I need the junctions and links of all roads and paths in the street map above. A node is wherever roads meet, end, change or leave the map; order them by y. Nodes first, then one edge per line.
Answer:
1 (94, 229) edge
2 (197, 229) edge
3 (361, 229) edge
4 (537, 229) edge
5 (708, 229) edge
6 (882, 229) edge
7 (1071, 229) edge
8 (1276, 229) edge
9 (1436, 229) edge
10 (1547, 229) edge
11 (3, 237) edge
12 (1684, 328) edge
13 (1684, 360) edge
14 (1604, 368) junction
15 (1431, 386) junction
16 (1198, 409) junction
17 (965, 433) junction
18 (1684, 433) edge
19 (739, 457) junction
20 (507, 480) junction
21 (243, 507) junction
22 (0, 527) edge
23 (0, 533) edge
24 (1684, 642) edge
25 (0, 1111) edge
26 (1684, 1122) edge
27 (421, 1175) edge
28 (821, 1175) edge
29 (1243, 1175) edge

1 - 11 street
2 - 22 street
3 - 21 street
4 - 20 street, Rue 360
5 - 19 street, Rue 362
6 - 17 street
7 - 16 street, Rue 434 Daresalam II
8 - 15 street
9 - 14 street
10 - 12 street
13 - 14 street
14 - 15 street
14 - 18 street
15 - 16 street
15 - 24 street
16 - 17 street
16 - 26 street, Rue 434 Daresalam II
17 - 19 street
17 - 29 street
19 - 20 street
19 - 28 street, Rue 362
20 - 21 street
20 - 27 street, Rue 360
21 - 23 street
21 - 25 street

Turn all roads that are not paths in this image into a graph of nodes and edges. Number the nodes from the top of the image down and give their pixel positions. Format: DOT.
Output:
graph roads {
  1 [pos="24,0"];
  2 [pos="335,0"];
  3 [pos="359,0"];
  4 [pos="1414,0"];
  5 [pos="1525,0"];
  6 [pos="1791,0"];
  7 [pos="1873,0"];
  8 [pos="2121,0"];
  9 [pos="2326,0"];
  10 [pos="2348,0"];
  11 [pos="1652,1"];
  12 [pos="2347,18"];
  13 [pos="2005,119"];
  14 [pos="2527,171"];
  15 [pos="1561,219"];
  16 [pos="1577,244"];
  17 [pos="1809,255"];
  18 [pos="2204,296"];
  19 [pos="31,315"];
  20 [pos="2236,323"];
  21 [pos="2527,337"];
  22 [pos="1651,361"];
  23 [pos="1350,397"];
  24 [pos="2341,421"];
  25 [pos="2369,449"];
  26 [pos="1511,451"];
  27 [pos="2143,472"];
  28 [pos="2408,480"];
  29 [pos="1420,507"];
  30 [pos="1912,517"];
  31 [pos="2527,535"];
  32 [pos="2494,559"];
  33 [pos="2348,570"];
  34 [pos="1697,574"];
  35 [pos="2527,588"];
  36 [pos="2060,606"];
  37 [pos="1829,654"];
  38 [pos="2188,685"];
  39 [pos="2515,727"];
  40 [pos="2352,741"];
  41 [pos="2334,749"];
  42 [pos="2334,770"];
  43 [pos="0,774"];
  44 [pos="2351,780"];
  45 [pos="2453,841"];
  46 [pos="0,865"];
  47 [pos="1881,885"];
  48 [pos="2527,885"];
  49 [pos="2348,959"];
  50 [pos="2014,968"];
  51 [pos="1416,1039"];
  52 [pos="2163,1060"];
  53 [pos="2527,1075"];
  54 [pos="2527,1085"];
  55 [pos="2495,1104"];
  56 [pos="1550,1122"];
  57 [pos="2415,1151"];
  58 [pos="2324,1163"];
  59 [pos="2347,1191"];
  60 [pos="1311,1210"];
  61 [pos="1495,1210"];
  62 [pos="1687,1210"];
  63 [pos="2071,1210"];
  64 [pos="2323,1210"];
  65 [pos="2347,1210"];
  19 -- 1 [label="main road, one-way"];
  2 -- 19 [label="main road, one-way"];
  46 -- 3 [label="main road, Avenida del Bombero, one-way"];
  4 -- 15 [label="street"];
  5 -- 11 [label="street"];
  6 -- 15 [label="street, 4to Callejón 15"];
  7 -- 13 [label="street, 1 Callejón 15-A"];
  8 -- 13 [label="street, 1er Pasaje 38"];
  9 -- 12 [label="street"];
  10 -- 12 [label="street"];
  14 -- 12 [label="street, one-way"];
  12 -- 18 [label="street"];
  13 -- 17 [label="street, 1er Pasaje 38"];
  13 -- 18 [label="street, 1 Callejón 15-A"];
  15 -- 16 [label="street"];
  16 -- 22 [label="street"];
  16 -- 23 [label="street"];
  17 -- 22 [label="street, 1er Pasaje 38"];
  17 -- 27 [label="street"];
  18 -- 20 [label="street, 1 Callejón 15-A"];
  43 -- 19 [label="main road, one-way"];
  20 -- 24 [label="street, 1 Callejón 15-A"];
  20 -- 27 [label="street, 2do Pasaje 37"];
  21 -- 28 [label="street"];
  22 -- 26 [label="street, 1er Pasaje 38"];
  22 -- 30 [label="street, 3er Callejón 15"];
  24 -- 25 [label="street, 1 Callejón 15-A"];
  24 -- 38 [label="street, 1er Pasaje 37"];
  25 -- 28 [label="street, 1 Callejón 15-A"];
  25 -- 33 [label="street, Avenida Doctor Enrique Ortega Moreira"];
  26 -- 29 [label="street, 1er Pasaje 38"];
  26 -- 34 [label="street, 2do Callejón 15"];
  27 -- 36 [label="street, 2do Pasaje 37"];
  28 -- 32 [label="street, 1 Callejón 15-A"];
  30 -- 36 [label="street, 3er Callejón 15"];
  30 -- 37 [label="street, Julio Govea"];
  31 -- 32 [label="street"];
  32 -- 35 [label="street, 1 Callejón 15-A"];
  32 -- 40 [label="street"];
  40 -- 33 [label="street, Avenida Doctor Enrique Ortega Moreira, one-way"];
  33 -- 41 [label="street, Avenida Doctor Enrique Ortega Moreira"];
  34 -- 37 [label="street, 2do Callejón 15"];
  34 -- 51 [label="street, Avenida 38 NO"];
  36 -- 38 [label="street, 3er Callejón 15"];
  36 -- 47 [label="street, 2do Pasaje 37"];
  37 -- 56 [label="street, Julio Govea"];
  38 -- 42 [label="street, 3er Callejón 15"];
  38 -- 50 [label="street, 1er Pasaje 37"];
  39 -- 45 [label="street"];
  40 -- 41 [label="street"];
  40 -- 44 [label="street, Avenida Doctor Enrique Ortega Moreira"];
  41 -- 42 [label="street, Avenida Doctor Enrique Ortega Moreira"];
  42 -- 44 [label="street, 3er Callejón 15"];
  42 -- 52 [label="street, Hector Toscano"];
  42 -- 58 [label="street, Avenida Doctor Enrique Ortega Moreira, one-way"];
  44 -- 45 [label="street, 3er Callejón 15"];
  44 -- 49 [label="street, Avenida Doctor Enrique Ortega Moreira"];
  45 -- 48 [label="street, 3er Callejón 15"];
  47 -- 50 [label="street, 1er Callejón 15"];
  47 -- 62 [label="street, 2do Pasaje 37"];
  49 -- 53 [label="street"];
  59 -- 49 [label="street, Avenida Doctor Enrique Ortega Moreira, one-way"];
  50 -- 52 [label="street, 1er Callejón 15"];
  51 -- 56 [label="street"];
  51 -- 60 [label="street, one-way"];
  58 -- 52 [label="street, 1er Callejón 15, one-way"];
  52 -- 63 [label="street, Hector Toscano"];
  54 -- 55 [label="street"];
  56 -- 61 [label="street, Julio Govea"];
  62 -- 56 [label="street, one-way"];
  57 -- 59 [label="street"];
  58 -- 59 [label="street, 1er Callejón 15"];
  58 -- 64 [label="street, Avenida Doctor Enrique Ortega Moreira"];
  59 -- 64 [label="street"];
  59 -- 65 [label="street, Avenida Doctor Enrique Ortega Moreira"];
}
--*--
» Task to carry out:
Where a line above holds the string "Julio", copy that line.

» Answer to this exercise:
  30 -- 37 [label="street, Julio Govea"];
  37 -- 56 [label="street, Julio Govea"];
  56 -- 61 [label="street, Julio Govea"];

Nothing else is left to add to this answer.